Je suis heureux de vous retrouver pour l'examen en séance publique du projet de loi en faveur de l'activité professionnelle indépendante, et ainsi de poursuivre l'action de mon collègue Alain Griset, très engagé sur le sujet, qui a donné lieu à la présentation du plan « indépendants » par le Président de la République lui-même. Permettez-moi aussi de saluer le travail que nous avons mené ensemble, avec la commission spéciale chargée d'examiner le projet de loi, depuis le 14 décembre. Je veux remercier Mme la présidente ainsi que Mme et M. les rapporteurs et tous les membres de la commission spéciale, qui ont d'ores et déjà marqué de leur empreinte le présent texte, grâce aux amendements adoptés en décembre dernier.
Vous le savez, ce projet de loi est la pierre angulaire du plan d'action en faveur des travailleurs indépendants, annoncé le 16 septembre dernier. Une telle initiative était pour le moins attendue puisque voilà presque trois décennies qu'il n'y avait pas eu de plan d'ensemble dédié aux travailleurs indépendants. Certes, des dispositions avaient été prises en la matière dans certains textes de loi, notamment des lois de finances, mais une vision d'ensemble, articulée et déclinée en mesures cohérentes, manquait depuis 1994 et la loi Madelin relative à l'initiative et à l'entreprise individuelle.

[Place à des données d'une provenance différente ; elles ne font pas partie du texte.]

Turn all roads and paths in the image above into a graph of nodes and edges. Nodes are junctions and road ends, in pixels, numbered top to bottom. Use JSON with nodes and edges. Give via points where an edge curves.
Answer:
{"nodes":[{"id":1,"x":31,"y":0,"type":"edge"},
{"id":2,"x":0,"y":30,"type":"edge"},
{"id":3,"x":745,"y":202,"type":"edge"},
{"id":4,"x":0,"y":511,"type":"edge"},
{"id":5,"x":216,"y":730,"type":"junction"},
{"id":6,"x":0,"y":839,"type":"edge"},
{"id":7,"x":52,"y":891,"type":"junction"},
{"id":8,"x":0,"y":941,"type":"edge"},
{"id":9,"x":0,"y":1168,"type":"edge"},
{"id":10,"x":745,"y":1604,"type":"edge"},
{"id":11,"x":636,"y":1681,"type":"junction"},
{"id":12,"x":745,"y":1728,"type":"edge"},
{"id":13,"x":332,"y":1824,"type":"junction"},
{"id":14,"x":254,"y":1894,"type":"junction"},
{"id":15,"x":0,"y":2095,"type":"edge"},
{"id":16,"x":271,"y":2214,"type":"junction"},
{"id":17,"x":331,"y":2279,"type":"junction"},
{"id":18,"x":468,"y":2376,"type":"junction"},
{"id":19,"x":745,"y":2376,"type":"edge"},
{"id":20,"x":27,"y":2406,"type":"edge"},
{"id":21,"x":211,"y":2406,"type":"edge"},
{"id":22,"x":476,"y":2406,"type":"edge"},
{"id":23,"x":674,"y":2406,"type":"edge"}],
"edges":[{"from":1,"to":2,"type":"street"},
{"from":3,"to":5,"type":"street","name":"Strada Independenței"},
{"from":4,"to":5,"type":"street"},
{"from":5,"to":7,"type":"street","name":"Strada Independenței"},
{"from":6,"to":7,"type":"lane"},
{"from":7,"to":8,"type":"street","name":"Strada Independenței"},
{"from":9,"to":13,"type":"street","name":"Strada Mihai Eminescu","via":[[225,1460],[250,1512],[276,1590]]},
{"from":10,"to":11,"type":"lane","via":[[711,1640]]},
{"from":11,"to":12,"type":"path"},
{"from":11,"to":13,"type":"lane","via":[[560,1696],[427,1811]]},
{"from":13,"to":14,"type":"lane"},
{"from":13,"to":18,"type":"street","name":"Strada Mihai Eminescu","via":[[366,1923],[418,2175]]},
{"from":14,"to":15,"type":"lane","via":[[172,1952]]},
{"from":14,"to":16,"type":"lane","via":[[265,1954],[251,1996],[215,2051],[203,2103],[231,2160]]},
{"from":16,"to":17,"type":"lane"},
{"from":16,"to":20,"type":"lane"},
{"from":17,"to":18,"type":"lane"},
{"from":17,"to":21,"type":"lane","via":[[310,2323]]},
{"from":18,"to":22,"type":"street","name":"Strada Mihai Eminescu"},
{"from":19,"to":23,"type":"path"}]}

Ce plan s'adresse aux 3 millions d'indépendants que compte la France : entrepreneurs, artisans, commerçants, professionnels libéraux ou dirigeants de société. Chargé de sens, il fait vivre un corpus de valeurs auxquelles nous sommes particulièrement attachés, Bruno Le Maire et moi-même, et qui tiennent en une formule : l'esprit d'entreprise.
L'esprit d'entreprise, c'est, pour un entrepreneur, voir ce que d'autres n'ont pas vu avant lui ; c'est partir à l'aventure, à la conquête ; c'est se bagarrer de toutes ses forces pour faire naître un projet et pour le faire grandir ; c'est parfois accepter de tomber pour mieux se relever ; bref, c'est prendre son risque. C'est tout cela qui permet de créer de la valeur et de faire en sorte que l'économie bleu-blanc-rouge se porte mieux.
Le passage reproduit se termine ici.